# WORK ITEM
Determine how many lines in the records below include the word "川中御影線" and output that number alone.

# AVAILABLE DATA
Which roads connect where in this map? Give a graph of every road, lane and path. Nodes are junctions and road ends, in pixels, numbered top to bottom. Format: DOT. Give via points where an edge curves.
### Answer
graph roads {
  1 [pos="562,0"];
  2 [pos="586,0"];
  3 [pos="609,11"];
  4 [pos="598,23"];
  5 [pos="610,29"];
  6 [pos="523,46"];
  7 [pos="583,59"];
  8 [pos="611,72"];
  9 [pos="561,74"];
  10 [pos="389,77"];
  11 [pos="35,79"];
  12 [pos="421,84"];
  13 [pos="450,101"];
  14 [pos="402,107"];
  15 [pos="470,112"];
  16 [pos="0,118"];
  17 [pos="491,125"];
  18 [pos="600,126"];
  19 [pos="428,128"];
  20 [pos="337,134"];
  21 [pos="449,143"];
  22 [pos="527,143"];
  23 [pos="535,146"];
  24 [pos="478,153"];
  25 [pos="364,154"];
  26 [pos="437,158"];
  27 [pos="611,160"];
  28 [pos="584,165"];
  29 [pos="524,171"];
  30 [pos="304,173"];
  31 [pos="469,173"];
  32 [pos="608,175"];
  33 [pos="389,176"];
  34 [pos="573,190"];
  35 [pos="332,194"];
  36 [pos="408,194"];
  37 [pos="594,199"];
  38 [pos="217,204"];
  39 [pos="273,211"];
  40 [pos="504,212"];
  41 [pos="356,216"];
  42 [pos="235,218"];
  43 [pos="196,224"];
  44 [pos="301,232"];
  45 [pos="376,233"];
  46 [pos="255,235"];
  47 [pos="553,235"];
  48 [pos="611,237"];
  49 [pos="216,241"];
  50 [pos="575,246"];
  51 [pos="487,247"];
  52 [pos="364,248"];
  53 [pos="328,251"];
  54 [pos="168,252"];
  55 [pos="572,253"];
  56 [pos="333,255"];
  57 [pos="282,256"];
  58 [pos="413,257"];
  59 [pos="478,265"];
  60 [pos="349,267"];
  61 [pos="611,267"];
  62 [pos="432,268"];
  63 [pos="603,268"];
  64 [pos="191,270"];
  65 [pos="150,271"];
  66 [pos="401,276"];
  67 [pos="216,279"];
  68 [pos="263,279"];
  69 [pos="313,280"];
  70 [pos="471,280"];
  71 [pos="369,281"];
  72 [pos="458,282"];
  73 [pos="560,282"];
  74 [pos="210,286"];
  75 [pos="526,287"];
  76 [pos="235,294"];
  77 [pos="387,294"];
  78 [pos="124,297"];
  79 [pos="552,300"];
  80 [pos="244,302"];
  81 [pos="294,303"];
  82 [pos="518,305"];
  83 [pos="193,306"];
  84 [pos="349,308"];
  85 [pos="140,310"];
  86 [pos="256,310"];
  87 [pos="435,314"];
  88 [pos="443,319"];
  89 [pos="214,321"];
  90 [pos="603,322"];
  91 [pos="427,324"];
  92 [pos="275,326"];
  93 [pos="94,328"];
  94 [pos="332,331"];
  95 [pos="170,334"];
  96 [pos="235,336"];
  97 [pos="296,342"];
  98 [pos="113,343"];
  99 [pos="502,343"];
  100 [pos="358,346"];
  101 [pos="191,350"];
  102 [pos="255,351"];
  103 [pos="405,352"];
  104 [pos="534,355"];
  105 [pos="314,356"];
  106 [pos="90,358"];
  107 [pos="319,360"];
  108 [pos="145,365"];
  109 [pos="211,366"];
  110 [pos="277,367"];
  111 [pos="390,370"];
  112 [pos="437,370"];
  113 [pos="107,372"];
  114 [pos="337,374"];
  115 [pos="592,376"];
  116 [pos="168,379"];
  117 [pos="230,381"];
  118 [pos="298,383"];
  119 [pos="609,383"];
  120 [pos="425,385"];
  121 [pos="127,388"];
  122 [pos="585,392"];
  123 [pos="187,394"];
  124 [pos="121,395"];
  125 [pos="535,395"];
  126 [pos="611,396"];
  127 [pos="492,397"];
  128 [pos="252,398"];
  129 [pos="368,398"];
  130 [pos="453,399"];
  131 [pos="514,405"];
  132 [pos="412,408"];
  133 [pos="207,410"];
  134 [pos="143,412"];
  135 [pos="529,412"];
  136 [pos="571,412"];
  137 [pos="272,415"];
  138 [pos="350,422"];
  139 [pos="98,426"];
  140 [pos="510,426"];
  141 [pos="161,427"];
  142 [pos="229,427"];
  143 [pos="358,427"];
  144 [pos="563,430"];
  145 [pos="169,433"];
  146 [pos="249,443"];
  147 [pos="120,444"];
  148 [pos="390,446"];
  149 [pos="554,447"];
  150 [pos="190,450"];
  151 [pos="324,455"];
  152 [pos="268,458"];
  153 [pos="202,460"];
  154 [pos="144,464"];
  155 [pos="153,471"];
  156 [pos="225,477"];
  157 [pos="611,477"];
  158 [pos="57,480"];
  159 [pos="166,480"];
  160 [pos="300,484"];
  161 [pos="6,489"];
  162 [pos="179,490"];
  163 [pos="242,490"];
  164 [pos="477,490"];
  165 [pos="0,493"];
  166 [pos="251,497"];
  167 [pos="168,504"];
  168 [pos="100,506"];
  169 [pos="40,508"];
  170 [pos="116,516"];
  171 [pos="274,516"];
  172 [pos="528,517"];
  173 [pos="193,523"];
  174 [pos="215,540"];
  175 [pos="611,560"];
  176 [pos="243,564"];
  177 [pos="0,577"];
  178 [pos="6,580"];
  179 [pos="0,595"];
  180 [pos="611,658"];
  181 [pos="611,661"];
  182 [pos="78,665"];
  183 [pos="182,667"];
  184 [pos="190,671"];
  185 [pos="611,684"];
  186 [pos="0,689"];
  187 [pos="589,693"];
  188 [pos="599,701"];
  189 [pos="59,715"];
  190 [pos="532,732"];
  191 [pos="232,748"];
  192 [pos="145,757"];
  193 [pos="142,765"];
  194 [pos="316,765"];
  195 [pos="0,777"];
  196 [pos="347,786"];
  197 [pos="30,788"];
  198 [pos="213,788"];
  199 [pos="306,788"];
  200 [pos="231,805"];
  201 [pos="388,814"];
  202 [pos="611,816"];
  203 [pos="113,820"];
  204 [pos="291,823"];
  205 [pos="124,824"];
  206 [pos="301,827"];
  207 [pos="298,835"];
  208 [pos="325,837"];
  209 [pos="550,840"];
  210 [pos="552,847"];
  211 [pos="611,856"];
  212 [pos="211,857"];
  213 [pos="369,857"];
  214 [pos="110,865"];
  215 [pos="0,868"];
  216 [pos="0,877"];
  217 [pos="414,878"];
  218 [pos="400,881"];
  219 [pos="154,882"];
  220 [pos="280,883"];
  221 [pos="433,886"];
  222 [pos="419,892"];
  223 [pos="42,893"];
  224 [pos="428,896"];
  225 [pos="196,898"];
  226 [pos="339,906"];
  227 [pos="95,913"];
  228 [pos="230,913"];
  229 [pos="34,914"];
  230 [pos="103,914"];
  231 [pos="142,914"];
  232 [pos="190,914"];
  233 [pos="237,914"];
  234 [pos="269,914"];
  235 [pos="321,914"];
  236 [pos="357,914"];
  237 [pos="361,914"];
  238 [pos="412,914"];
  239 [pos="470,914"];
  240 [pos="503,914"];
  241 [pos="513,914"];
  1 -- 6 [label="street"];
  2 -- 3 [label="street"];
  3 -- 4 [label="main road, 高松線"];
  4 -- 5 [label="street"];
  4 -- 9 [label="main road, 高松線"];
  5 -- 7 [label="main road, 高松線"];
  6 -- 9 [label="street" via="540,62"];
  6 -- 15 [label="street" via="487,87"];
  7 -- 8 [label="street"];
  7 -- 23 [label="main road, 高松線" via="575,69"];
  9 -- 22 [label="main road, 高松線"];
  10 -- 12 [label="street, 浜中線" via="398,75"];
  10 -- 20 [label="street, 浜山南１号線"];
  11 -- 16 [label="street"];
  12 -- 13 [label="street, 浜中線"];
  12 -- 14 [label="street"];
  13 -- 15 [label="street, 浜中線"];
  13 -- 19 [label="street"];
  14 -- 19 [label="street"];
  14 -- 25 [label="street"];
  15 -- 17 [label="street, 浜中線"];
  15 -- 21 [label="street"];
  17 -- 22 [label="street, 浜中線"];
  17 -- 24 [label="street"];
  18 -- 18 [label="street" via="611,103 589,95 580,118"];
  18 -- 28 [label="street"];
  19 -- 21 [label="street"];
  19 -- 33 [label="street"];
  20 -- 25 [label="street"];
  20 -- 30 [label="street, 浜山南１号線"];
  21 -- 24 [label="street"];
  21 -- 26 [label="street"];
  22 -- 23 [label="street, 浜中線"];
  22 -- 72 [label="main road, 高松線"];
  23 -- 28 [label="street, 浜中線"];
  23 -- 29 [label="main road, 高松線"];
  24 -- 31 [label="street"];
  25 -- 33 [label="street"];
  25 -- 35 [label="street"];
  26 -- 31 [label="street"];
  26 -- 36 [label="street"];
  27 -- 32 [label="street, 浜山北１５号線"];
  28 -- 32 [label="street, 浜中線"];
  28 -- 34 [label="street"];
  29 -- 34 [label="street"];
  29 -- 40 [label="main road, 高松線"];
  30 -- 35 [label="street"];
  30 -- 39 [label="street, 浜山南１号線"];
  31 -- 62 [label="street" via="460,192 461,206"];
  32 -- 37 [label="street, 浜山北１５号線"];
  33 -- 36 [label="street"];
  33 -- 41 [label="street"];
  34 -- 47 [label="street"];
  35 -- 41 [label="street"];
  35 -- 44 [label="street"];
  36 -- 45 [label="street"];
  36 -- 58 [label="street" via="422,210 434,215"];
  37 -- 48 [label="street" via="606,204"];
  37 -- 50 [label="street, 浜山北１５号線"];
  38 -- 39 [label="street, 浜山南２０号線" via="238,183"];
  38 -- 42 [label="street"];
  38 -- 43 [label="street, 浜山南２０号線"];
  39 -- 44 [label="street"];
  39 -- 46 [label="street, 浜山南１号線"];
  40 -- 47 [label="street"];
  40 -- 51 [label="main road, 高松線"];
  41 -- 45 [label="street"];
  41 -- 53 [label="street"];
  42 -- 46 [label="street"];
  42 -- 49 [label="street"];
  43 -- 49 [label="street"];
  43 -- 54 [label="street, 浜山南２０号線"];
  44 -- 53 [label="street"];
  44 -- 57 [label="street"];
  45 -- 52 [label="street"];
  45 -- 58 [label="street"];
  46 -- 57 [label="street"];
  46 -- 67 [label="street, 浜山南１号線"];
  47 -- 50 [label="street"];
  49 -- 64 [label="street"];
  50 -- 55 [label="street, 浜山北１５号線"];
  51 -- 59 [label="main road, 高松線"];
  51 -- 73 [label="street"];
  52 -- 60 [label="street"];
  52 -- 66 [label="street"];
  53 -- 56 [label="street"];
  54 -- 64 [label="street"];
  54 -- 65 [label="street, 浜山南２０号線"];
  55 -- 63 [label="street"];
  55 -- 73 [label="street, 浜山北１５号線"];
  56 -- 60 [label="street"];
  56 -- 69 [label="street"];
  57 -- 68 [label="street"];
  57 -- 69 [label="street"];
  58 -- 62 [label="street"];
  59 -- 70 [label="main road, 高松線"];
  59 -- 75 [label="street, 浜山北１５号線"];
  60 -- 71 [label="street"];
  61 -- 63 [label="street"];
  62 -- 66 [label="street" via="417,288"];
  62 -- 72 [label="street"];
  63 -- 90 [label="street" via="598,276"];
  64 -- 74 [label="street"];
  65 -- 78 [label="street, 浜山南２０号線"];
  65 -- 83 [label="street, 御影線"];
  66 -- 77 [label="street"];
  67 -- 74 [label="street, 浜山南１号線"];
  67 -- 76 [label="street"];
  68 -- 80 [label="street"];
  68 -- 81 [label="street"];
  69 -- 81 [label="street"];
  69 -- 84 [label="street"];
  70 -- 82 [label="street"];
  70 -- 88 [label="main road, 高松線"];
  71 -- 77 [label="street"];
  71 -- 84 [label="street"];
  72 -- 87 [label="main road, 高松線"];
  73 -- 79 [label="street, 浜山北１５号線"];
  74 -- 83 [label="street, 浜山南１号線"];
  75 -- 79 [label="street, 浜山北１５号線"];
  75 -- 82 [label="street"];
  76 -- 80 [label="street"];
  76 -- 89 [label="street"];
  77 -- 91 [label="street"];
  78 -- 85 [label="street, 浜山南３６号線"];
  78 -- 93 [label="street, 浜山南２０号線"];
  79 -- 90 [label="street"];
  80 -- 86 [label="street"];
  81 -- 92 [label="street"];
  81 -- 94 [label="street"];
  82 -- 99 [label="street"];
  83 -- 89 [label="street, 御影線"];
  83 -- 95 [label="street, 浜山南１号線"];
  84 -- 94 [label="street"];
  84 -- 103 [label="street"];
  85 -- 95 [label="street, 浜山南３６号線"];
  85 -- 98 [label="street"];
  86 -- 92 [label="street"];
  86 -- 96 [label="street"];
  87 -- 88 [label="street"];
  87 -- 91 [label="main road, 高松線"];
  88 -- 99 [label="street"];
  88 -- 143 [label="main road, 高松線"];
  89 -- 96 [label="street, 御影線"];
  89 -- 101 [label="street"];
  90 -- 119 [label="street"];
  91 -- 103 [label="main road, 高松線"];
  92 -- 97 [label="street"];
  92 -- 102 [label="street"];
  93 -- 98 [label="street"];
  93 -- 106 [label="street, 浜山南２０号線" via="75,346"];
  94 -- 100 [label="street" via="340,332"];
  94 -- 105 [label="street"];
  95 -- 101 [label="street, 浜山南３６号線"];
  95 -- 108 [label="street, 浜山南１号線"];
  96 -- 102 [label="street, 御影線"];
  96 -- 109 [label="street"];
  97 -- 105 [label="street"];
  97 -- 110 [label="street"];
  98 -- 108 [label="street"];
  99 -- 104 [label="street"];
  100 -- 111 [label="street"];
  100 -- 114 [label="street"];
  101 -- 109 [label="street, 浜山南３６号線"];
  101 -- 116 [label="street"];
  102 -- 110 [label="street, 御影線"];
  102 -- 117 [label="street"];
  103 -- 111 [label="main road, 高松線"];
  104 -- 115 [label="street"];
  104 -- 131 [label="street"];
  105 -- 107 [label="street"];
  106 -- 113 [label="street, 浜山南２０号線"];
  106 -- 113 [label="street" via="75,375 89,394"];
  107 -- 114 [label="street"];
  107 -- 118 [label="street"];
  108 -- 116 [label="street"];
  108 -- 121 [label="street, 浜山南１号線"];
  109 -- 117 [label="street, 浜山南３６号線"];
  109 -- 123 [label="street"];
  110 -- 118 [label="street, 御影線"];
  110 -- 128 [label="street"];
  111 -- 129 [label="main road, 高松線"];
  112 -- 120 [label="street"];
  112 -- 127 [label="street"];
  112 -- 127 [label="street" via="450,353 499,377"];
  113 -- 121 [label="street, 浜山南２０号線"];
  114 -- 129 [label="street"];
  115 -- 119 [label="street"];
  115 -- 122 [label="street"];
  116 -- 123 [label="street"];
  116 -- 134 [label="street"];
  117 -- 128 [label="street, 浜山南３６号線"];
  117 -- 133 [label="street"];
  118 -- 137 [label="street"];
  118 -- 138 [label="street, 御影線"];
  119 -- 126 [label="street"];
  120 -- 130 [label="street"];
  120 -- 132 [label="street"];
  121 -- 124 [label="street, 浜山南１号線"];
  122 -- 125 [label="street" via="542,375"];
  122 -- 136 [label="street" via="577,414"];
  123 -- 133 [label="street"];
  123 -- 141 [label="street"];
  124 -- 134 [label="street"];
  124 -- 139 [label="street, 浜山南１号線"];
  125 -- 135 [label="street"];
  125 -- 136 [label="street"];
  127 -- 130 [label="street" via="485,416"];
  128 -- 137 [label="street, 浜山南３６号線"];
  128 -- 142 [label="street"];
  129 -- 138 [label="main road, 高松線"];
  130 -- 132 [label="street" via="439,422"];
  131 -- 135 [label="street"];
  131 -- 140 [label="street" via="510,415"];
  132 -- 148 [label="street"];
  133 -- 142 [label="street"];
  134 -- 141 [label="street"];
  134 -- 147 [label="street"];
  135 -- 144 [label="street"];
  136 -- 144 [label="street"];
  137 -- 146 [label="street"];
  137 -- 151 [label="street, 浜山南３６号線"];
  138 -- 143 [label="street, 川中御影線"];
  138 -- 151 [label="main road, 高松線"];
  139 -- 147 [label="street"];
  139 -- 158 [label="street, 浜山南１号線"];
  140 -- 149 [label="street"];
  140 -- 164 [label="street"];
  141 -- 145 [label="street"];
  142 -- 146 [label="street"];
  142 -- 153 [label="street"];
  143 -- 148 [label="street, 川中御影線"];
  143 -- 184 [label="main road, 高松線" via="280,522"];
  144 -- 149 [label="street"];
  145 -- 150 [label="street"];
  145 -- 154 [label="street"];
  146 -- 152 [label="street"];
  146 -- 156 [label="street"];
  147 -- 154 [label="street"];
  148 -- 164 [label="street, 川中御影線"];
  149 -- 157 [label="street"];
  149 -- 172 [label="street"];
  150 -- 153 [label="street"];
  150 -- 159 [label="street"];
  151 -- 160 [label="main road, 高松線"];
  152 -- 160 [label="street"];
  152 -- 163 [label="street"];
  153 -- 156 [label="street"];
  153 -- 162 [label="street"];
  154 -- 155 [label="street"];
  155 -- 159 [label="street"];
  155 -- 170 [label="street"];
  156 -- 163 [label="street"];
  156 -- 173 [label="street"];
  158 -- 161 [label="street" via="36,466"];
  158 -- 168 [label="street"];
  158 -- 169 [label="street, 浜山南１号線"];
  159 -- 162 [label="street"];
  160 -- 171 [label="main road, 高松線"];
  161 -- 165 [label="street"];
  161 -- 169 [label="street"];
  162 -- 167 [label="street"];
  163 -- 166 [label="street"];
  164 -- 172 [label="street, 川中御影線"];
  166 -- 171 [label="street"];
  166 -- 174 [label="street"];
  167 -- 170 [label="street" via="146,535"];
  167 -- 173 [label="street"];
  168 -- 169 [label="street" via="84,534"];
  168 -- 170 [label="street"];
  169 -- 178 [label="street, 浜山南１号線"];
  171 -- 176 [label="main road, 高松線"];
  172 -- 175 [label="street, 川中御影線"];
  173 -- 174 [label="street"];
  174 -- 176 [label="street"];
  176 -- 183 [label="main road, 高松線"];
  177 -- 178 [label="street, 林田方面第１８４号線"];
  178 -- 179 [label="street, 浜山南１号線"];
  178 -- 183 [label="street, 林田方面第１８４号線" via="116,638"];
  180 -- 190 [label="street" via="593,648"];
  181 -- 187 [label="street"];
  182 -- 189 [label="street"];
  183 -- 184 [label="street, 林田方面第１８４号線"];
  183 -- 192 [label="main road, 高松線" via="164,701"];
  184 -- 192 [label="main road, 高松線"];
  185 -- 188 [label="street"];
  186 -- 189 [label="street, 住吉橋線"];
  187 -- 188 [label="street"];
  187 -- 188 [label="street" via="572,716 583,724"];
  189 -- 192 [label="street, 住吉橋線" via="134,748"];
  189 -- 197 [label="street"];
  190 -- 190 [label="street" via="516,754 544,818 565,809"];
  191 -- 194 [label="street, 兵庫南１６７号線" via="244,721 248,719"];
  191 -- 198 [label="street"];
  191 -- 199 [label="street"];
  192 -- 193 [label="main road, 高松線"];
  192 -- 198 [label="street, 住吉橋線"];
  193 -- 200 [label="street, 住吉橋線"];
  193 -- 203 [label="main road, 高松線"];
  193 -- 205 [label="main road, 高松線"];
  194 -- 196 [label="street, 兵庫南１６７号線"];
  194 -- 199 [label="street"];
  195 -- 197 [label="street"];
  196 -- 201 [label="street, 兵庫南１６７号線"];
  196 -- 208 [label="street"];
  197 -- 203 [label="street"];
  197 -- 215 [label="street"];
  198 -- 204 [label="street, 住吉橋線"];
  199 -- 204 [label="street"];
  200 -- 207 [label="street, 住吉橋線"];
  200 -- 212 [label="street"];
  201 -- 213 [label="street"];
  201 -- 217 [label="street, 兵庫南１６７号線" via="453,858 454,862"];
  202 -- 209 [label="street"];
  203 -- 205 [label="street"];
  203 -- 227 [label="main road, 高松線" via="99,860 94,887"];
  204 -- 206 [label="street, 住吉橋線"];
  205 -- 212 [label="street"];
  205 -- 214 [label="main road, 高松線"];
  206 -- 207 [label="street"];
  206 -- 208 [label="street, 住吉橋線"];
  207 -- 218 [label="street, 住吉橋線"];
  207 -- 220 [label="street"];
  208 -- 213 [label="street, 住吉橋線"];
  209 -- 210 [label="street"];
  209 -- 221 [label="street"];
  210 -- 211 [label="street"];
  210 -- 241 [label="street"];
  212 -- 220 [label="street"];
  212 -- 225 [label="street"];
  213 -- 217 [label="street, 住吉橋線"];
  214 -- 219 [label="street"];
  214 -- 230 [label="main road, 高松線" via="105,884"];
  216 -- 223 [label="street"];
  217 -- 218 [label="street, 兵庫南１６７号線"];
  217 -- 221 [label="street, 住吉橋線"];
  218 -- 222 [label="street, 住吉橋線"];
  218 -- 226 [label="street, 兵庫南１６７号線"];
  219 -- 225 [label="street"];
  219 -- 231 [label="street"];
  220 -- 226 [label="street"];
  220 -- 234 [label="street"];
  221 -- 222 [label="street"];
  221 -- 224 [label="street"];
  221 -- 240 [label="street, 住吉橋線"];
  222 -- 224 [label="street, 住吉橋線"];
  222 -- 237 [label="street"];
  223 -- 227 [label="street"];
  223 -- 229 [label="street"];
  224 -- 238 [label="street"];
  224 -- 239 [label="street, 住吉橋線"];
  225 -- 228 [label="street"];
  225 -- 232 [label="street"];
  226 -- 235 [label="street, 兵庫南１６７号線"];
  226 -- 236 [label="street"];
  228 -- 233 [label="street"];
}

# RESULT FOR THIS TASK
5